Face the Nation transcripts November 24, 2013: Kerry, Hoyer, McCarthy

The latest on the deal over Iran's nuclear program, Jackie Kennedy's Secret Service agent recalls JFK's assassination, and more
The latest on the deal over Iran's nuclear pr... 46:21

(CBS News) Below is a transcript of "Face the Nation" on November 24, 2013, hosted by CBS News' Bob Schieffer. Guests include: Secretary of State John Kerry, Rep. Steny Hoyer, D-Md., Rep. Kevin McCarthy, R-Calif., Clint Hill, David Rohde, David Sanger, Kim Strassel and John Dickerson.

BRENNAN: Well, you say that's a small amount of financial relief. And it's just about $7 billion. But this is to a country that the U.S. still considers to be the top sponsor of terrorism in the world.

KERRY: But the...

BRENNAN: How do you control how they spend that money?

Are you confident...


BRENNAN: -- that it's not going to the wrong places?

KERRY: What you have to do here is begin a process by which you can actually dismantle their program and prove what it is or isn't doing. We're beginning in a place that will lock in their program where it is today, with respect to critical facilities, at the plutonium heavy water reactor. They will not be able to commission it. And we will know that because we can inspect it.

Today, we can't. That makes everybody safer.

We will be inside the Fordow enrichment facility that's built into a mountain, the secret facility. We're going to get into that.

Are you telling me we're not better off being able to get in and see what's happening?

Of course we are.

In each case where they have been able to enrich without our knowing exactly what they're doing, we will now be able to have greater inspection, greater knowledge, greater restraint. And that will expand the amount of time it would take for the to break out and create a nuclear weapon. That makes Israel safer. That makes the region safer. And we believe it is the right thing to do to put to test whether or not they will actually show the world they have a peaceful nuclear program.

BRENNAN: Thank you very much, Mr. Secretary.

KERRY: Thank you.


SCHIEFFER: As you just heard there, Israel, America's closest ally in the region, wasted no time in saying it wanted no part of the deal and did not consider it bound by anything in it.

Israeli Prime Minister Benjamin Netanyahu spoke just a short while ago.


BENJAMIN NETANYAHU, ISRAELI PRIME MINISTER: What was concluded in Geneva last night is not an historic agreement, it's an historic mistake. This agreement has made the world a much more dangerous place.


SCHIEFFER: Israeli prime minister, Benjamin Netanyahu, this morning.

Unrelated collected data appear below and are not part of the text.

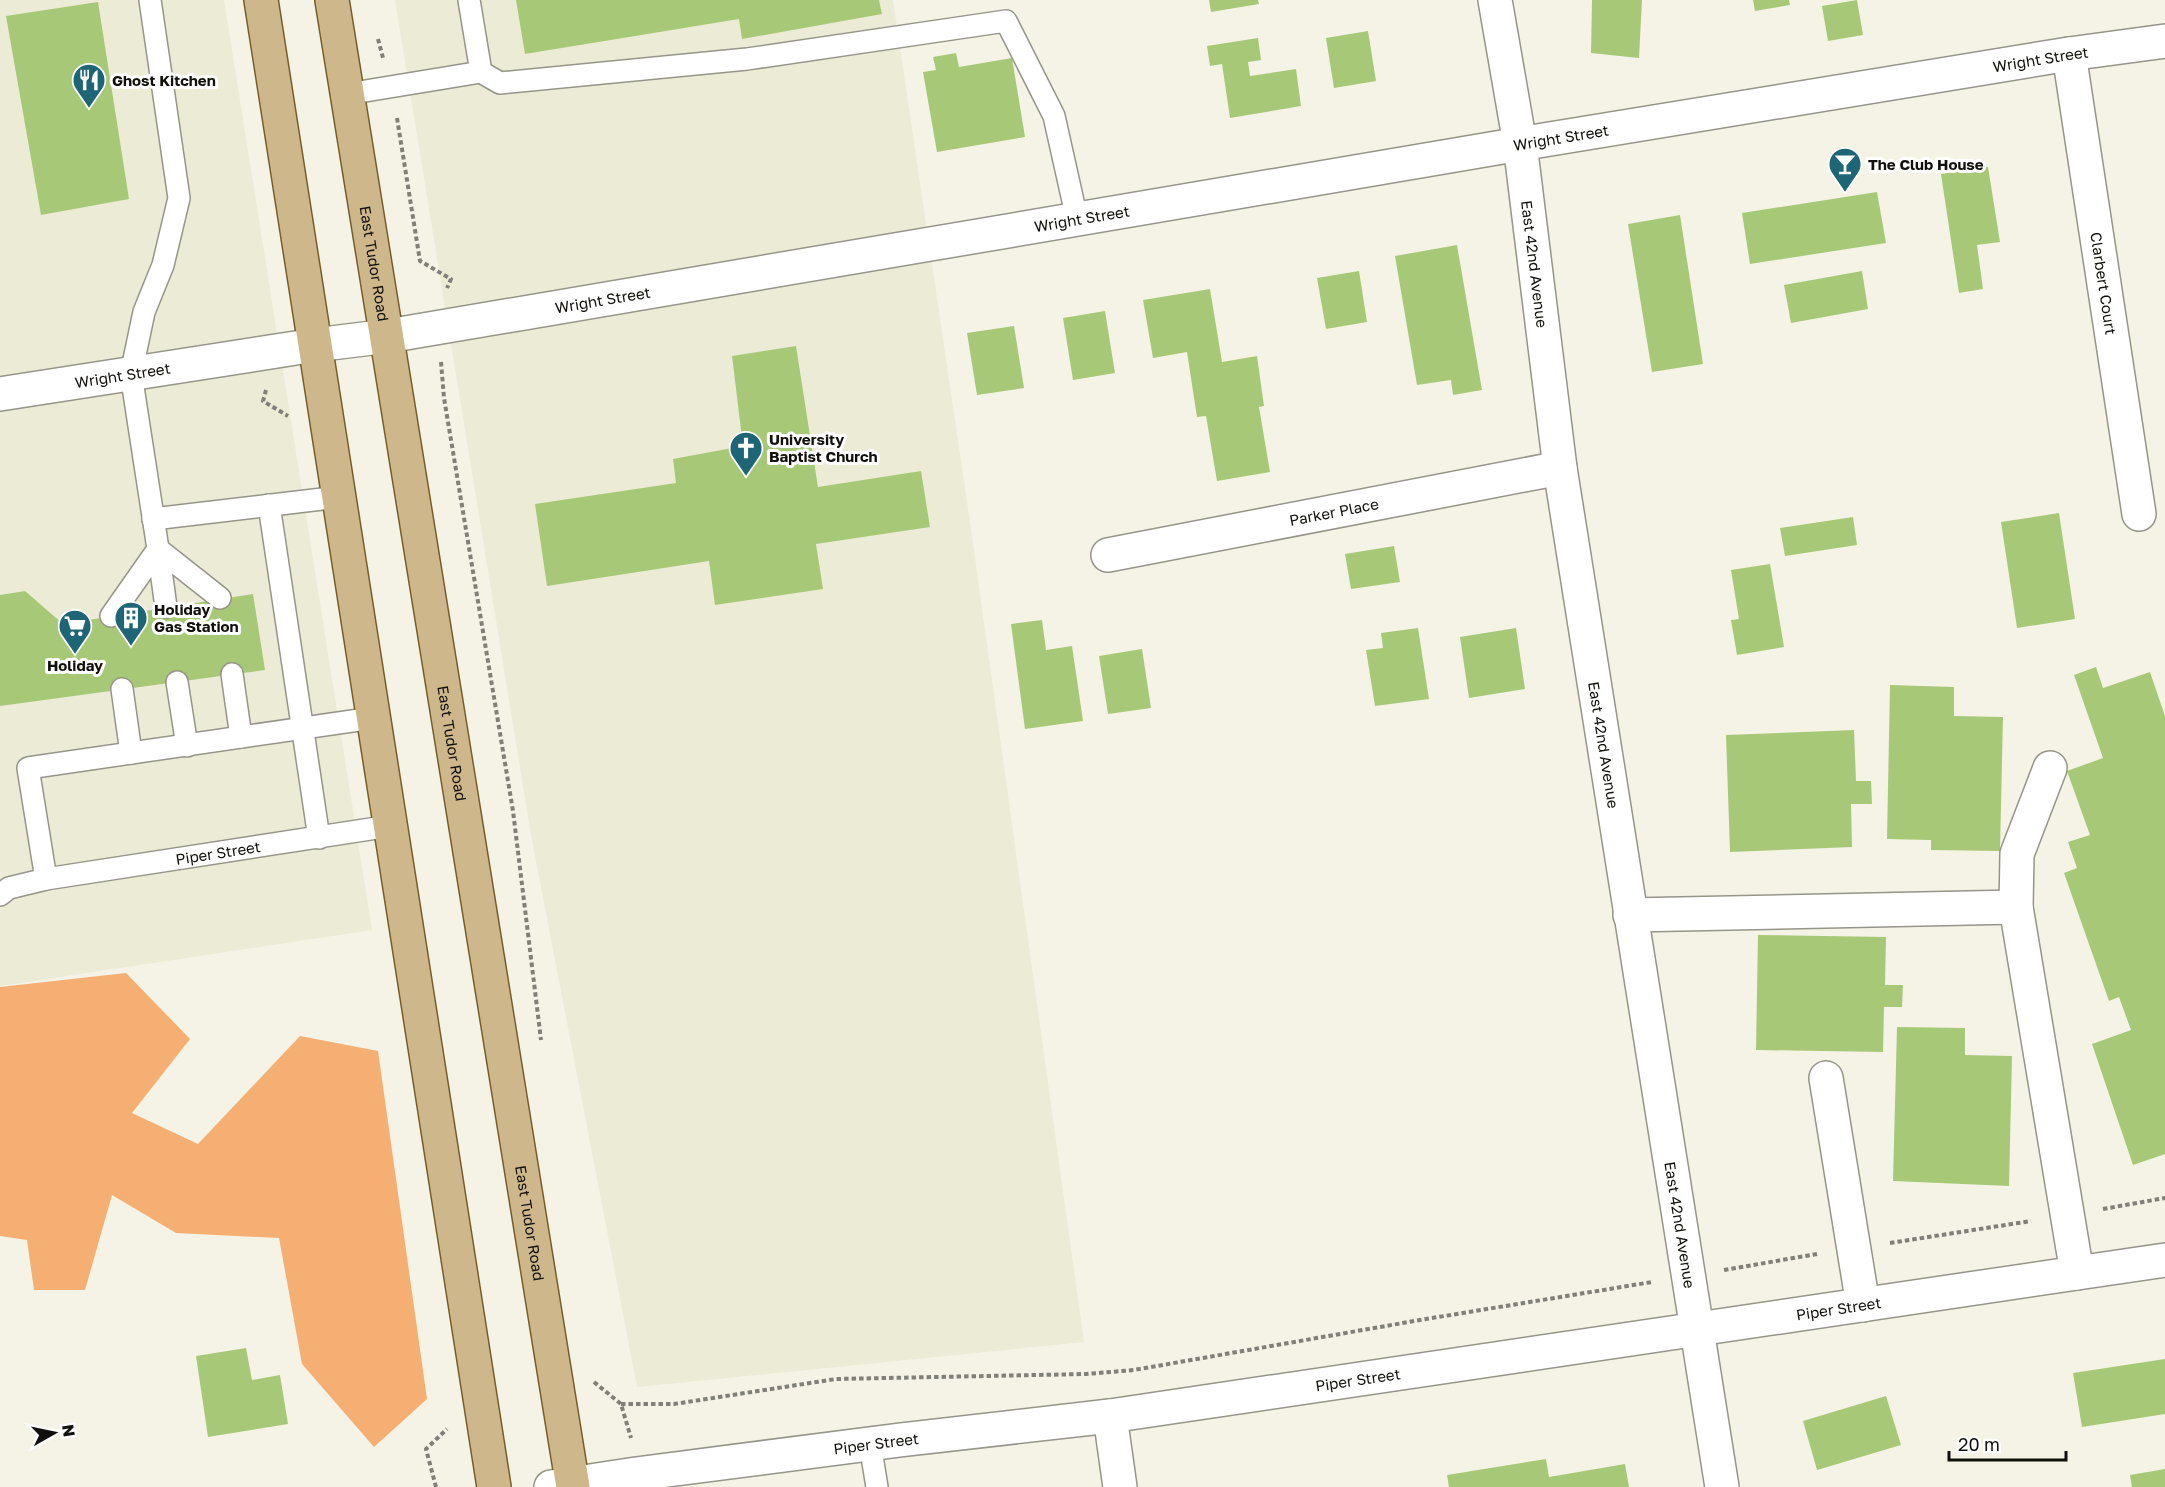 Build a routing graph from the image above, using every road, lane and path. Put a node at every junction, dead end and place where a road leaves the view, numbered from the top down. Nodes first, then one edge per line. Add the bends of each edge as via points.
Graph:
1 (150, 0) edge
2 (261, 0) edge
3 (332, 0) edge
4 (469, 0) edge
5 (1495, 0) edge
6 (377, 33) dead end
7 (2165, 41) edge
8 (2069, 54) junction
9 (481, 72) junction
10 (390, 86) junction
11 (347, 94) junction
12 (1520, 144) junction
13 (1077, 219) junction
14 (437, 327) junction
15 (388, 336) junction
16 (315, 345) junction
17 (131, 374) junction
18 (0, 394) edge
19 (1560, 468) junction
20 (339, 497) junction
21 (269, 505) junction
22 (2139, 514) dead end
23 (153, 519) junction
24 (158, 549) junction
25 (1108, 555) dead end
26 (220, 598) dead end
27 (166, 607) dead end
28 (111, 616) dead end
29 (232, 674) dead end
30 (177, 682) dead end
31 (122, 689) dead end
32 (374, 718) junction
33 (302, 729) junction
34 (241, 737) junction
35 (188, 746) junction
36 (130, 753) junction
37 (2050, 768) dead end
38 (390, 826) junction
39 (319, 838) junction
40 (46, 879) junction
41 (0, 895) edge
42 (2016, 907) junction
43 (1630, 915) junction
44 (542, 1048) dead end
45 (1826, 1078) dead end
46 (2165, 1198) edge
47 (2099, 1209) dead end
48 (2033, 1221) dead end
49 (1852, 1249) junction
50 (2165, 1260) edge
51 (2077, 1273) junction
52 (1688, 1276) junction
53 (1863, 1305) junction
54 (1696, 1330) junction
55 (593, 1382) dead end
56 (1110, 1416) junction
57 (870, 1443) junction
58 (426, 1449) dead end
59 (566, 1486) edge
60 (436, 1487) edge
61 (494, 1487) edge
62 (876, 1487) edge
63 (1120, 1487) edge
64 (1722, 1487) edge

1 - 17 lane via 179,198 163,265 144,312
2 - 16 main road
3 - 11 main road, East Tudor Road
4 - 9 lane
5 - 12 street, East 42nd Avenue
6 - 10 path
7 - 8 street, Wright Street
8 - 12 street, Wright Street
8 - 22 street, Clarbert Court
9 - 10 lane
9 - 13 lane via 500,83 747,59 1006,21 1054,116
10 - 11 lane
10 - 14 path via 420,261 451,279 436,318
11 - 15 main road, East Tudor Road
12 - 13 street, Wright Street
12 - 19 street, East 42nd Avenue
13 - 14 street, Wright Street
14 - 15 street, Wright Street
14 - 44 path via 444,398 513,812
15 - 16 street, Wright Street
15 - 59 main road, East Tudor Road
16 - 17 street, Wright Street
16 - 20 main road
17 - 18 street, Wright Street
17 - 23 lane
19 - 25 street, Parker Place
19 - 43 street, East 42nd Avenue
20 - 21 lane
20 - 32 main road
21 - 23 lane
21 - 33 lane
23 - 24 lane
24 - 26 lane
24 - 27 lane
24 - 28 lane
29 - 34 lane
30 - 35 lane
31 - 36 lane
32 - 33 lane
32 - 38 main road
33 - 34 lane
33 - 39 lane
34 - 35 lane
35 - 36 lane
36 - 40 lane via 28,768
37 - 42 street via 2017,854
38 - 39 lane, Piper Street
38 - 61 main road
39 - 40 lane, Piper Street
40 - 41 lane, Piper Street via 9,888
42 - 43 street
42 - 51 street
43 - 52 street, East 42nd Avenue
45 - 49 street
46 - 47 path
48 - 49 path
49 - 52 path
49 - 53 street
50 - 51 street, Piper Street
51 - 53 street, Piper Street
52 - 54 street, East 42nd Avenue
52 - 55 path via 1134,1370 836,1379 674,1404 621,1404
53 - 54 street, Piper Street
54 - 56 street, Piper Street
54 - 64 street, East 42nd Avenue
56 - 57 street, Piper Street
56 - 63 street
57 - 59 street, Piper Street
57 - 62 lane
58 - 60 path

We want to go back now to Margaret Brennan, who has now made her way to our London bureau.

Margaret, good morning to you.

And how is the United States going to handle this obvious disagreement with Israel?

BRENNAN: Well, this deal caused a lot of friction with Israel even before it was signed. Benjamin Netanyahu, Israel's prime minister, has been very bold and very vocal about what he sees as the Obama administration's naivete in going ahead with this diplomatic deal.

But the Israelis have been briefed extensively throughout this process. They are well aware of what is in this deal and what is not.

But when you look at the region, it's not just Israel who is concerned here. It's the Arab states who live in Iran's backyard, allies to the U.S., like Saudi Arabia and some of the other Gulf States.

The U.S. has armed them and Israel to the teeth in recent years to try to help defend them against an I ran threat.

So now this change in policy to go down a diplomatic route is causing some concern, some insecurity there, saying, well maybe the U.S. won't come to our own defense.

The U.S. is going to try to sell this now. The administration has to convince Israel, Saudi and those Gulf countries, that this is actually the safer path forward.

Secretary Kerry has already said he's going to be on a plane flying to Israel immediately after the Thanksgiving holiday to try to smooth over some of these concerns.

SCHIEFFER: All right.

Well, thank you so much, Margaret.

And for some more analysis now, we're joined by the chief Washington correspondent for the "New York Times," David Sanger, and David Rohde, who is a columnist for both Reuters and "The Atlantic."

David, you wrote in the late editions of "The Times" this morning that this was what you called "a modest down payment."

What do you mean by that?

DAVID SANGER, "NEW YORK TIMES": What I mean by that, Bob, is that what the United States is trying to accomplish here is to greatly expand the dash time to a bomb, the amount of time it would take Iran, if it ever decided to get a weapon, to actually go race for it. This initial agreement buys them a month to a couple of months, people in the intelligence agencies say. But the centrifuges will keep spinning. They won't be adding to the stockpile.

So I think that Secretary Kerry is absolutely right when he says that they're much better off to have this than they would be not to have it, where the system would have built up in about six months to something significantly greater.